Jack Nisbet is the author of The Mapmaker's Eye, Sources of the River, Purple Flat Top, Singing Grass, Burning Sage and Visible Bones. His newest, The Collector, won a 2010 PNBA Award.

Boundaries Feb 2011


Clockwork


Around mid-December, 2008, a very light powdery snow began to sift down over many parts of the Columbia River’s interior. The moist system that carried it stalled between the Cascade Range and the Rocky Mountains, so fluffy snow kept coming--never heavy, but rarely stopping. By the turn of the new year, upwards of three feet covered much of the landscape from the Okanogan east past the Kettle and into the Flathead drainage, south across the Palouse, and north to the Kootenai. Unlike most years in the recent past, no warm January thaw arrived to break it down, so that when the spring equinox arrived, a glaze still coated the North Columbia country. At higher elevations, old snow connected the eaves of many houses to the ground, and made it hard to get around. Lots of people complained about being a little stir crazy.


“That’s what my grandmother Di Di told me,” smiled Robert Louie, a Kootenai friend from across the Canadian border. “Back when she was little and way before that, winter meant snow up past your waist that came early and hung on forever. Story time stretched out so long you got to hear all the good ones. It was almost always that way until she grew up, and then it wasn’t any more. ‘You wait,’ she’d say when I was a boy. ‘The elders believe that times will turn, and after you’re a grown man, maybe winter will bring snow up past your waist again.’”


When I drove out to the confluence of the Okanogan River with the Columbia early the following April, a high sun bounced white off the hillsides, so that Di Di’s prediction of time peeling back to winters past seemed very real. Thick ice still rimmed the broad bays around the entry point of the Okanogan. In open water, large rafts of migrating waterfowl waited for more spring. On the benches above the river, jumbled, crunchy snow hid the open bunchgrass and drifted thick against antelope bitterbrush.

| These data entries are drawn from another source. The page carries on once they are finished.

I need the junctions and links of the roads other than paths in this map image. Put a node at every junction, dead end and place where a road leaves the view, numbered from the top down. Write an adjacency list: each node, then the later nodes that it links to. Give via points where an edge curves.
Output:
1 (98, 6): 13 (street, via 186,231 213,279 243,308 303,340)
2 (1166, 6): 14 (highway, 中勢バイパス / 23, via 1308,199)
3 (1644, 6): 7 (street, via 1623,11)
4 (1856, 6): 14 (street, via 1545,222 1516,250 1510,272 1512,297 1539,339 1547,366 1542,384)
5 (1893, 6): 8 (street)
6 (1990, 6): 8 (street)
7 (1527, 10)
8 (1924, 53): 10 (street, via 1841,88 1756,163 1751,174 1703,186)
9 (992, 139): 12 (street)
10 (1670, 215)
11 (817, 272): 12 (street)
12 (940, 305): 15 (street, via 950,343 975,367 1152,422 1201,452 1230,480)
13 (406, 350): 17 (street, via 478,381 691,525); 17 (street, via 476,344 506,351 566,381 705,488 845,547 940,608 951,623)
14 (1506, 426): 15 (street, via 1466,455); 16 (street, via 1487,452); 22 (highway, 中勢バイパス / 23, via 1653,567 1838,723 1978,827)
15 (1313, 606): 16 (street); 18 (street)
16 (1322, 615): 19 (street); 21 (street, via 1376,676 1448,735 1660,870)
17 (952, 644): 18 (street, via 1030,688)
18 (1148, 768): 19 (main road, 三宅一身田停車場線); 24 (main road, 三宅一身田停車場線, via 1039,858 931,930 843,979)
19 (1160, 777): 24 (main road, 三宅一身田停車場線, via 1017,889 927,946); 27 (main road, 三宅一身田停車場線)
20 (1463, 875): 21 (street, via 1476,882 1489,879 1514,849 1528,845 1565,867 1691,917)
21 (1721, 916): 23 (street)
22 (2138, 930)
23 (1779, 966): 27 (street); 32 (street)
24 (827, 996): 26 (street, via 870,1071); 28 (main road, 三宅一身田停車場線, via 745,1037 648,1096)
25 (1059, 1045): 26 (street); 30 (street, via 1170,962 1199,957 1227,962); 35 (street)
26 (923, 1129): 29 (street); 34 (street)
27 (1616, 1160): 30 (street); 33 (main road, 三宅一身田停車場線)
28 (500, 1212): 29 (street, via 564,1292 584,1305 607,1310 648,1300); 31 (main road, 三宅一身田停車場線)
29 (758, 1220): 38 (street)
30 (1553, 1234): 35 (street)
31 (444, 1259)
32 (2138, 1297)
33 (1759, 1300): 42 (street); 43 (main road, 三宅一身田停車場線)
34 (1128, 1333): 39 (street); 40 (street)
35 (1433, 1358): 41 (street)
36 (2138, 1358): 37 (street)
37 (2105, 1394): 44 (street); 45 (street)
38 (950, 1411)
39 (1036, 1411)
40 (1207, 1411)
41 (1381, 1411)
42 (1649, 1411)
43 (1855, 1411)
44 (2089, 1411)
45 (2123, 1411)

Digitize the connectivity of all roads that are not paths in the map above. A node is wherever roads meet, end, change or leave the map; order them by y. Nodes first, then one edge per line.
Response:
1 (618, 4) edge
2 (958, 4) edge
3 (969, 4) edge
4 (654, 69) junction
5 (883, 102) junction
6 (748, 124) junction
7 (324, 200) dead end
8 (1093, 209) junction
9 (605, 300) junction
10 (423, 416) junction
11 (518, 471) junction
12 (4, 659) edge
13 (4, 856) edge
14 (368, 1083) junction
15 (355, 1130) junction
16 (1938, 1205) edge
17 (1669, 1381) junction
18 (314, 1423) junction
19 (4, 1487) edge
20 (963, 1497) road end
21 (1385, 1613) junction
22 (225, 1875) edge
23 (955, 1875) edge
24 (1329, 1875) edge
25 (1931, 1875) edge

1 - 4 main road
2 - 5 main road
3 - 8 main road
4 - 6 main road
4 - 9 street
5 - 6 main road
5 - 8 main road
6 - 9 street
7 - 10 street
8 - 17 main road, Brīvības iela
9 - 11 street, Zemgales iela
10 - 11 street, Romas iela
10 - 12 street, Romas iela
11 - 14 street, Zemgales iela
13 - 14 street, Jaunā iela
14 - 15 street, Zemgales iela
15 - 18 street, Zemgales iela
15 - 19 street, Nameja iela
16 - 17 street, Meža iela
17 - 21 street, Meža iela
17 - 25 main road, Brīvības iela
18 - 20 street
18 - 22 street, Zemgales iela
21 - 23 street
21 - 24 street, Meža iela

All these things made it easy to conjure the moment when David Douglas hopped out of a Hudson’s Bay Company spring express canoe at the Fort Okanagan fur trade post during the same April week of 1826. “We were kindly received by the Factor, Mr. Annance,” wrote the frustrated plant collector, “but the ground being covered three or four feet deep with snow, nothing could be done in the way of Botany.”


And yet over the next few days, as he moved upstream between the mouth of the Okanogan and the Spokane rivers, Douglas made the first thirty-three entries onto his year’s carefully constructed plant list. To understand how the naturalist had discovered such treasures in a country covered with snow, I had to do nothing more than follow the tongue of land that sloped from Fort Okanogan State Park down to the Columbia. As the path bent conveniently into a more southerly exposure, snow wells around the larger bitterbrush melted away to reveal scatters of fractured basalt. Within those circles, bare pockets of volcanic ash and wind-blown dust glistened like mud, and many showed the first colors of spring growth. Fuzzy silver clumps that would become arrowleaf balsamroot peeked out of the muck, and a few sagebrush buttercups glowed yellow. Even more evident were the small-flowered compound umbels of the biscuitroot or desert parsley genus known as Lomatium. During his visit many Aprils ago, David Douglas had collected half a dozen different unnamed species of these nondescript but particularly abundant wildflowers. Later in the year returned to his initial list to record features of one that he particularly liked: “flowers white; anthers purple; a fine small plant.”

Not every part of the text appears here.